The show feels like a concession at Selfridges. At the entrance is a huge bas relief of Newson’s autograph.
About 6 months ago, sensing it would prove useful, I took this photo on a concession stand in Debenhams (just round the corner from Selfridges), it’s Newson’s Embryo chair.
The first time I saw a chair by Marc Newson was at the ‘100% Design’ exhibition about 4 years ago. I think it was called the Orgone chair. I sketched it somewhere, I’ll try and dig it out and post it. I’d seen it in the press a lot over the preceding months and it was proving very popular. I dashed over to the stand to try it out and discovered to my horror that it was deeply uncomfortable.
So, when I saw the chair in the department store I had everything crossed in the hope that it would stand up to that rarely used test of designer chairs – actually sitting on it. I dashed over to the stand to try it out and discovered to my horror, again, that it was deeply uncomfortable.
Perhaps the fact that I’ve never seen a single picture of either chair with anybody’s arse anywhere near them, should have been a warning to me.
This isn’t an entry intended solely to lambast Newson. I’ve whined about chair design on this web site before and I don’t want it to become a habit. I mention it because the review in Icon magazine was useful to help me reflect upon the way I felt last week when I saw the Falb chair by Austrian designers BKM.
You need to look at it, click on the link…Done? Good. Beautiful, isn’t it? A chair you can hang your bag on with confidence. I spent the tram journey to work, the day after I’d first seen it, thinking about how it posessed undeniable character and wondering why that seemed such an attractive quality. It seemed like a good word to push around a little and see where we might end up. Later that day I realised that it had been planted there by the designers when I’d scanned the text describing the chair.
In order to take weight its right chair-leg makes a side-step. It show its individual character.
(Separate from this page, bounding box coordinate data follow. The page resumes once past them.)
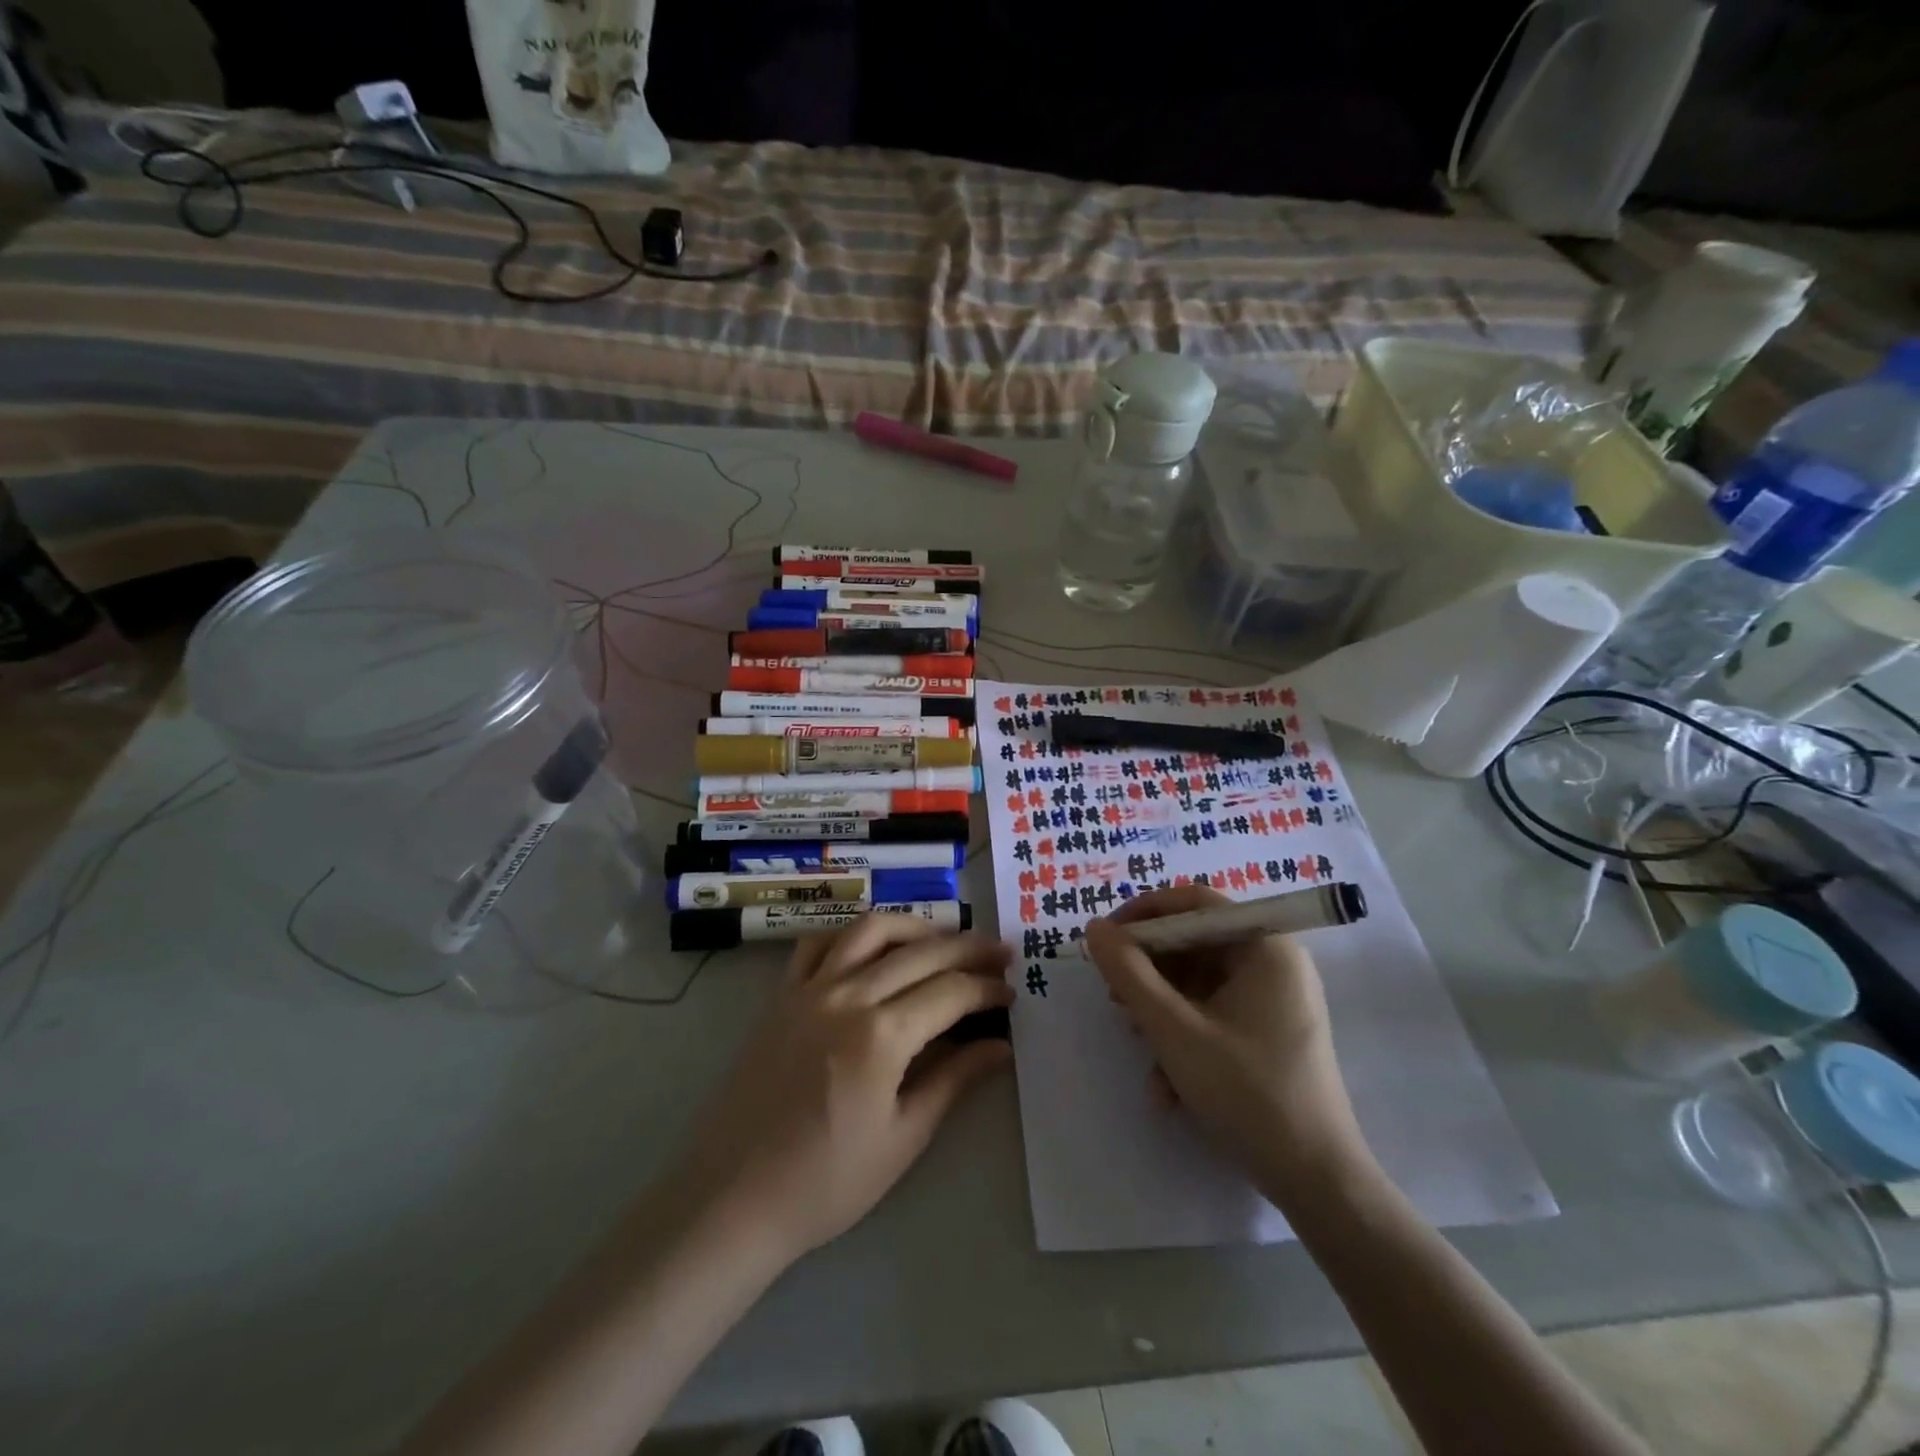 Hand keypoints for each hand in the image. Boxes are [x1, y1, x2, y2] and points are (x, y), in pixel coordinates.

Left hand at [672, 914, 1013, 1265]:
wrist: (734, 1197)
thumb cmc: (826, 1182)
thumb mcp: (903, 1138)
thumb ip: (954, 1080)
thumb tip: (1001, 1046)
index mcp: (882, 1035)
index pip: (951, 992)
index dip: (987, 988)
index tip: (1011, 993)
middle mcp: (848, 995)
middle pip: (920, 952)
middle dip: (968, 948)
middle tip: (999, 953)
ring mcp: (810, 988)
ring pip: (871, 930)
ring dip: (914, 927)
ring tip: (943, 939)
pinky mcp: (782, 994)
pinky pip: (819, 943)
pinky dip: (852, 934)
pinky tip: (872, 947)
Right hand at [1085, 885, 1370, 1195]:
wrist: (1318, 1184)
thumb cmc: (1247, 1093)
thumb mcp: (1174, 1030)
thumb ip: (1129, 973)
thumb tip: (1094, 928)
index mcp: (1265, 947)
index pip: (1195, 903)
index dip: (1144, 914)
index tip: (1106, 938)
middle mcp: (1274, 963)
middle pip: (1195, 943)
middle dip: (1149, 969)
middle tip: (1114, 996)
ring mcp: (1275, 1000)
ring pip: (1199, 983)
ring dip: (1161, 1009)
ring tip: (1136, 1040)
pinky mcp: (1269, 1033)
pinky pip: (1215, 1014)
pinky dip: (1185, 1036)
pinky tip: (1167, 1084)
No matter. It had obviously left an impression on me for good reason. A thirty five minute tram journey later, the reason seemed to be this…
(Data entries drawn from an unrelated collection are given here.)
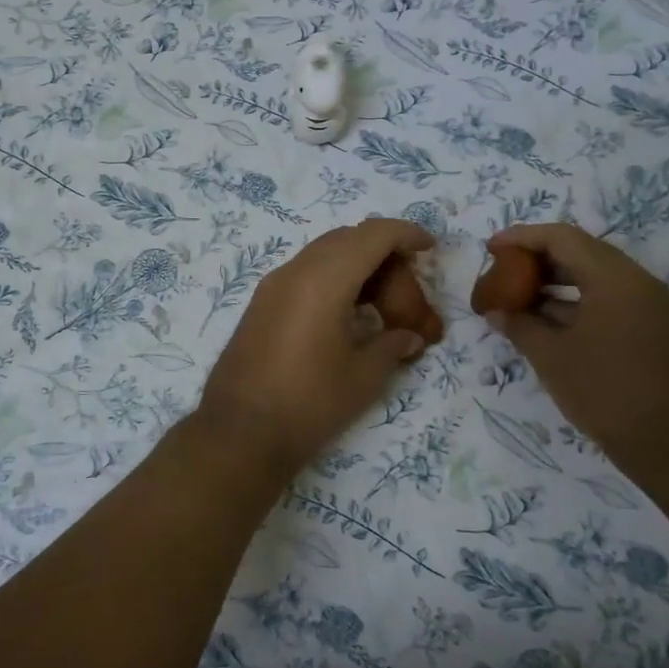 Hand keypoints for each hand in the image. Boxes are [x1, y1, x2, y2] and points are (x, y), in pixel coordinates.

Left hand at [197, 218, 435, 476]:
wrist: (239, 433)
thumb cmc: (309, 403)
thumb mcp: (363, 376)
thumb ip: (392, 346)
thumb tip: (410, 336)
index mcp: (324, 280)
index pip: (372, 235)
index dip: (405, 234)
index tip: (429, 247)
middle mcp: (295, 271)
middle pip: (347, 239)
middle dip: (383, 252)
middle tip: (408, 285)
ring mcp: (273, 286)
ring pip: (324, 254)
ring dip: (357, 265)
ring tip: (382, 301)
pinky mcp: (262, 304)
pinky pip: (305, 273)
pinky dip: (334, 279)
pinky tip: (348, 312)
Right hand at [483, 224, 668, 470]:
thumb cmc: (608, 393)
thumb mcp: (553, 358)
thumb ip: (520, 326)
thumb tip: (496, 311)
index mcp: (613, 278)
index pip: (562, 238)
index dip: (522, 237)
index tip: (491, 248)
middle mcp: (635, 281)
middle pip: (579, 252)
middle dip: (537, 259)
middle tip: (501, 272)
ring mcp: (646, 305)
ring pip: (593, 277)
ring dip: (554, 283)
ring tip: (515, 298)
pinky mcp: (649, 328)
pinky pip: (605, 299)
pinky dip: (573, 303)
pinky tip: (543, 322) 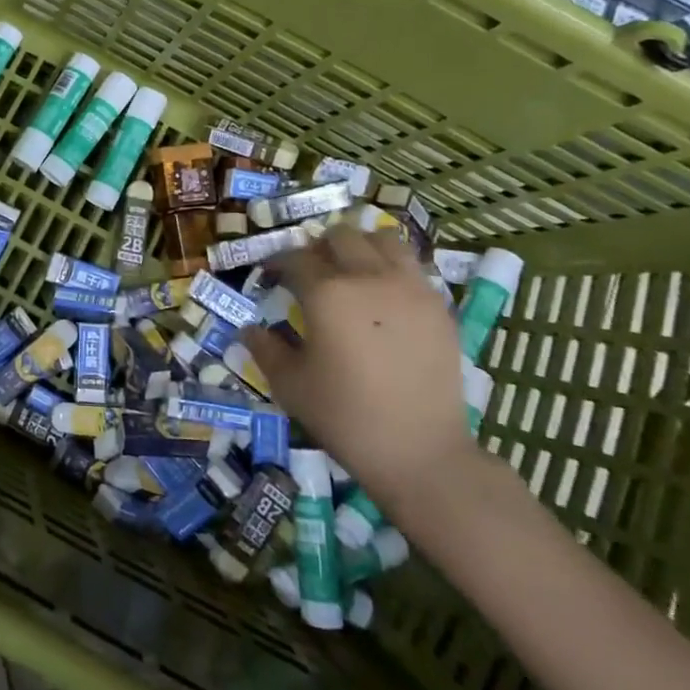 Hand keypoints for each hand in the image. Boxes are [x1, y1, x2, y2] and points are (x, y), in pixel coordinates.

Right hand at [243, 226, 474, 507]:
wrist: (421, 452)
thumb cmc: (346, 417)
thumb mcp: (290, 385)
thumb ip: (265, 348)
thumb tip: (250, 328)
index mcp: (326, 293)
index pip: (294, 258)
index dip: (276, 263)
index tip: (270, 276)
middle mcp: (368, 277)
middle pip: (340, 236)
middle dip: (319, 247)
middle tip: (310, 272)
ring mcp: (410, 288)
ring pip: (383, 239)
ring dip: (360, 246)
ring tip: (351, 271)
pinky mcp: (439, 306)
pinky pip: (413, 266)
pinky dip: (392, 267)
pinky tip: (384, 295) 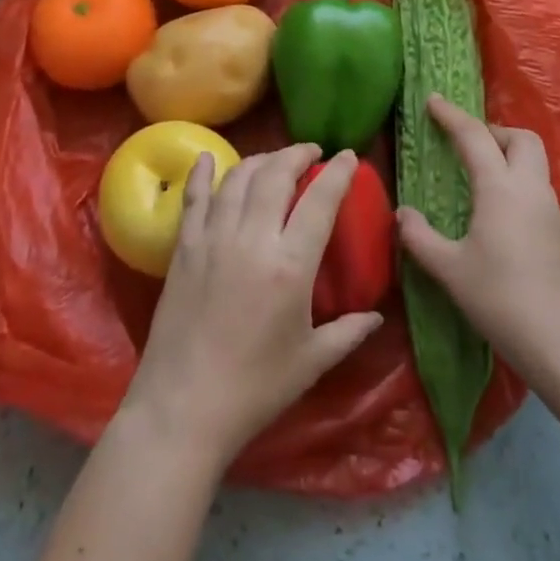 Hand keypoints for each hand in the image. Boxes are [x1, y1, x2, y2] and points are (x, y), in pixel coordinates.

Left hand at [121, 144, 383, 470]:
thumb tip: (376, 316)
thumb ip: (348, 332)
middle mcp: (251, 239)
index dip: (338, 173)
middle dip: (297, 154)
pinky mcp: (183, 248)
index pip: (320, 201)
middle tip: (311, 152)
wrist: (182, 408)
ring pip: (238, 178)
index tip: (349, 156)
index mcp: (290, 265)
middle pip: (275, 175)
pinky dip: (201, 173)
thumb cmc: (254, 389)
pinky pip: (194, 198)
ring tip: (275, 160)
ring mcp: (213, 239)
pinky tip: (207, 157)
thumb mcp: (311, 362)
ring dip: (260, 160)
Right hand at [397, 95, 559, 381]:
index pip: (475, 137)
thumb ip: (420, 238)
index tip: (432, 100)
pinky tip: (497, 215)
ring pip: (533, 164)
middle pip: (521, 138)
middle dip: (493, 131)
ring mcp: (552, 211)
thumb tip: (403, 214)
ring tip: (477, 177)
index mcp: (500, 188)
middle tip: (464, 144)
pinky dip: (516, 184)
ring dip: (507, 157)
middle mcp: (530, 189)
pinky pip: (537, 190)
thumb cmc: (502, 300)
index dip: (451, 115)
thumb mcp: (450, 270)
For the character of an object or person to be apparent it must be, or have been, dynamic in some form. Some action must take place in order for the qualitative assessment of its state in either past, present or future to take place (revisit what I said in a previous entry about dogs and Frisbees if you’re not sure what I mean about how the past and the future might also be visible). You can’t attach the word character to something that is static.
A quick define:character on Google provided, amongst other things, this: …the inherent complex of attributes that determine a persons moral and ethical actions and reactions. Or in reverse, a person’s actions make visible the inherent complex of attributes known as character. Interestingly, there was also a definition concerned with typography that caught my eye when describing the act of forming an object or space; a character is often in the form of a spatial relationship of adjacent or connected strokes.
A stroke is an action.
So how does this relate to a chair with an offset leg and an exhibition about Marc Newson? The Falb chair takes an action (or reaction, if you prefer to join the vector at the point where the person is moving towards the chair with bag in hand) in order to deal with the problem of its existence. How should one deal with the problem of being a chair?
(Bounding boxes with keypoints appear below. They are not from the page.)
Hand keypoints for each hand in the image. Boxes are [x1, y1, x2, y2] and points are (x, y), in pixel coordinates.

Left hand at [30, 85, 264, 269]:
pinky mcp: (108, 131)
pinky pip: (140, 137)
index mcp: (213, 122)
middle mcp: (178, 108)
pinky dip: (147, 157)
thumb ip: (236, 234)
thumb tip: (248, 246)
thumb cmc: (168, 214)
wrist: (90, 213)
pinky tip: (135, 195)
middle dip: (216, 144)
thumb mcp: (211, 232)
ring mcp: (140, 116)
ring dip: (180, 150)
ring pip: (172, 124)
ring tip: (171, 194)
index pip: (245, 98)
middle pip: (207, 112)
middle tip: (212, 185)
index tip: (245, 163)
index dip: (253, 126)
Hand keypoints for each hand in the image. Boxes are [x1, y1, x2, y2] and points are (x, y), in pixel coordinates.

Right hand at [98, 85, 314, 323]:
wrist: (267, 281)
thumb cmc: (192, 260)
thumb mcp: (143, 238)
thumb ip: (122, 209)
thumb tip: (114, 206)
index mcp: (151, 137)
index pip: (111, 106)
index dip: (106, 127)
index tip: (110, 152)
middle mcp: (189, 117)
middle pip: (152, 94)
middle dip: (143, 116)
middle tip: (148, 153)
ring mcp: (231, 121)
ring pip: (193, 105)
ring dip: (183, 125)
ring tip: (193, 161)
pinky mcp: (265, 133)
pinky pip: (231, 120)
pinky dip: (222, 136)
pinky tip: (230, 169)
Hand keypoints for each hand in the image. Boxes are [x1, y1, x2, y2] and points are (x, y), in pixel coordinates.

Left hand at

From this vantage point it seems to me that neither Newson’s Embryo or Orgone chairs tackle that problem at all, at least not until very late in the process. Rather, the first thing they tackle is the problem of being a designer object born of the pen of a guy who has his autograph in huge bas-relief at the entrance to his exhibition.
Some final thoughts. I’m reminded at this point of something that my first architectural history lecturer, Oscar Naddermier, used to say when trying to sum up the success of a particular part of a building. For example, when showing a slide of the portico on the Pantheon in Rome he would say,
Now that says door.
Take another look at that Newson chair above and try saying, now that says chair. Doesn’t work does it? Also, if Oscar was still with us now he would probably quickly point out that I’ve just wasted a lot of people’s time explaining something that Louis Henry Sullivan said a long time ago, which was, ‘The solution resides in the problem’. You’ll have heard of him before, he’s the guy who also said that form follows function.
The empiricists among you will be itching to point out that I really need to go and sit on a Falb chair to make a fair comparison. Go ahead, your absolutley right, but I take some solace from the fact that the designer’s web site actually shows people using the chair to sit on.